今回作りたかったのはマルチバンド・バーチカルアンテナ。切り替え機構によって複数のバンドで使える垂直ワイヤーアンテナだ。1本のエレメントで複数のバンドで整合を得るためにはローディングコイルを使う。電気的にエレメント長を伸ばすものだ。コイルをどのように作ればよいか実験を繰り返した。データを見ながら少しずつ巻き数などを変更して目標に近づけていく。
私の測定器は簡易なアンテナアナライザーだけである。周波数帯を設定し、その周波数付近でのアンテナのインピーダンスとSWRをグラフ表示してくれる。これを使って7MHz、10MHz、14MHzで使えるアンテナを目指した。
まず、14MHzのアンテナを作る。カウンターポイズとして3m長ワイヤーを3本纏めて給電部のBNCコネクタのGNDに取り付けた。芯線部にエレメントを取り付ける。エレメントの長さは4分の1波長ほどになるはずだ。実際に伸展して測定する。少し低い周波数に整合点があった。エレメントの先端を切り、目的の周波数に整合点を追い込んでいく。

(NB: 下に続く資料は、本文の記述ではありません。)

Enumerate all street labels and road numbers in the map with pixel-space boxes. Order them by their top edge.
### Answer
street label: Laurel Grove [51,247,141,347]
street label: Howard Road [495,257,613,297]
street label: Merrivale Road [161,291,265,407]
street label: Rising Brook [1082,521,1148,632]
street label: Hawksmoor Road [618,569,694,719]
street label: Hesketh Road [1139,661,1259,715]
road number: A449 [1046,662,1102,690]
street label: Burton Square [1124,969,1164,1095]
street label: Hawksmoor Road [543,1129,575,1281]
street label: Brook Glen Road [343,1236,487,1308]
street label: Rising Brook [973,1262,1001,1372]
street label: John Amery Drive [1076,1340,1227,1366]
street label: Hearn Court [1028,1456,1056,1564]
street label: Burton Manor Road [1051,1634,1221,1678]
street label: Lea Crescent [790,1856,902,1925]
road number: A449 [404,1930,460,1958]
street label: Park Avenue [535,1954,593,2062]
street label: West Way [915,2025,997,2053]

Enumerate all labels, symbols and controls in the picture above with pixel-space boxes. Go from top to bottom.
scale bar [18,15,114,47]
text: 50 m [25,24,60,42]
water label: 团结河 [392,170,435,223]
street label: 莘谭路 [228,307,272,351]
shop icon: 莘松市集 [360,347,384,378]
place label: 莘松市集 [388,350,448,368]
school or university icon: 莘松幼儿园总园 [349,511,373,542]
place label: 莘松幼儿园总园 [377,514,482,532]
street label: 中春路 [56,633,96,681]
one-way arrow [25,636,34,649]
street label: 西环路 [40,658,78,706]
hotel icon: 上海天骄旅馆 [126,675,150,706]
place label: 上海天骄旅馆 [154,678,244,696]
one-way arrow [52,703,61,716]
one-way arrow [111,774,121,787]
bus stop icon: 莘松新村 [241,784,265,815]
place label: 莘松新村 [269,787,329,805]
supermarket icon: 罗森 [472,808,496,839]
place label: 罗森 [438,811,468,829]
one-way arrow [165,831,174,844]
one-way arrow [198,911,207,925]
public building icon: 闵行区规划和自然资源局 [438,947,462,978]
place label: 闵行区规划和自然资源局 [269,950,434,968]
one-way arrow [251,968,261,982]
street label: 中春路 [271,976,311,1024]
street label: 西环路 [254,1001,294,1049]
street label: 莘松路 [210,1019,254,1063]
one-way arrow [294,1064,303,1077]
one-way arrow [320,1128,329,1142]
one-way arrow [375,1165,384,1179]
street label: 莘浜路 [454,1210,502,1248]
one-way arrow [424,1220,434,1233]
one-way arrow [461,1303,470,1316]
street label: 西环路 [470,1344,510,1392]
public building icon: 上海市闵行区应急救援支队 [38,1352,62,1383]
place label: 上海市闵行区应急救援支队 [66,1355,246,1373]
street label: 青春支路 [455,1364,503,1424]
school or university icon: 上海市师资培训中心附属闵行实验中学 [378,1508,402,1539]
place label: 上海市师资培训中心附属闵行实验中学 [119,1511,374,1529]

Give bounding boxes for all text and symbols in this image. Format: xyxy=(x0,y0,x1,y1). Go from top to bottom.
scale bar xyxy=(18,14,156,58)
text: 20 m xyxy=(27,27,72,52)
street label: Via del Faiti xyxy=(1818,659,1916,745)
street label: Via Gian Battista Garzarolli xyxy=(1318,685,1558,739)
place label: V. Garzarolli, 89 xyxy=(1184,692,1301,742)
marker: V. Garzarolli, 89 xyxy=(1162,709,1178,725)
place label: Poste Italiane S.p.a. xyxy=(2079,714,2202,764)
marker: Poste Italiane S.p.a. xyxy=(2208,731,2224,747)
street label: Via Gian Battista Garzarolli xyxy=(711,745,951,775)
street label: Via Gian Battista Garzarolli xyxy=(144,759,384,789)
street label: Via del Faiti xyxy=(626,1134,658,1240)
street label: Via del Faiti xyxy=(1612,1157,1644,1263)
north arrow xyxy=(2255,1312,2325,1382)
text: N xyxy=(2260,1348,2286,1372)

次に10MHzでの整合を得られるようコイルを挿入する。エレメントの地面に近い方に入れるか上の先端に近い方に入れるかによって必要なコイルの巻き数が異なる。下側ほど少ない巻き数になる。アンテナの先端部に近く設置する方が電圧分布の腹が上がるようだが巻き数が多くなってしまう。エレメントの真ん中より少し上ぐらいがよいだろうと漫然と考え、適当な巻き数のコイルを挿入する。測定するとねらっている周波数よりも高いところで整合している。巻き数を増やしてねらった周波数で整合するように調整する。
最後は7MHzのコイルを作る。10MHzのコイルの巻き数に追加してコイルを巻く。測定すると6MHzほどのところに整合点が出ていた。巻き過ぎてしまったようだ。巻き数を減らして目的の周波数で整合するように調整する。
ローディングコイルをパスするように配線すると14MHzのアンテナとして、7MHzの追加したコイル部分をパスするように配線すると10MHzとして、コイルをすべて挿入した状態にすると7MHzのアンテナとして機能するものができた。
製作の流れを書いてしまうと簡単だが、途中はカットアンドトライの繰り返しである。データを見ながら少しずつ手を入れていくことでねらったところに近づいていく。この過程が楽しい。思いもよらない結果が出て悩むこともあるが、その原因を探すのも楽しみである。測定器一つでも実験を楽しめる。さらに自作のアンテナで交信する楽しみもある。アマチュア無線の楽しみ方は奧が深い。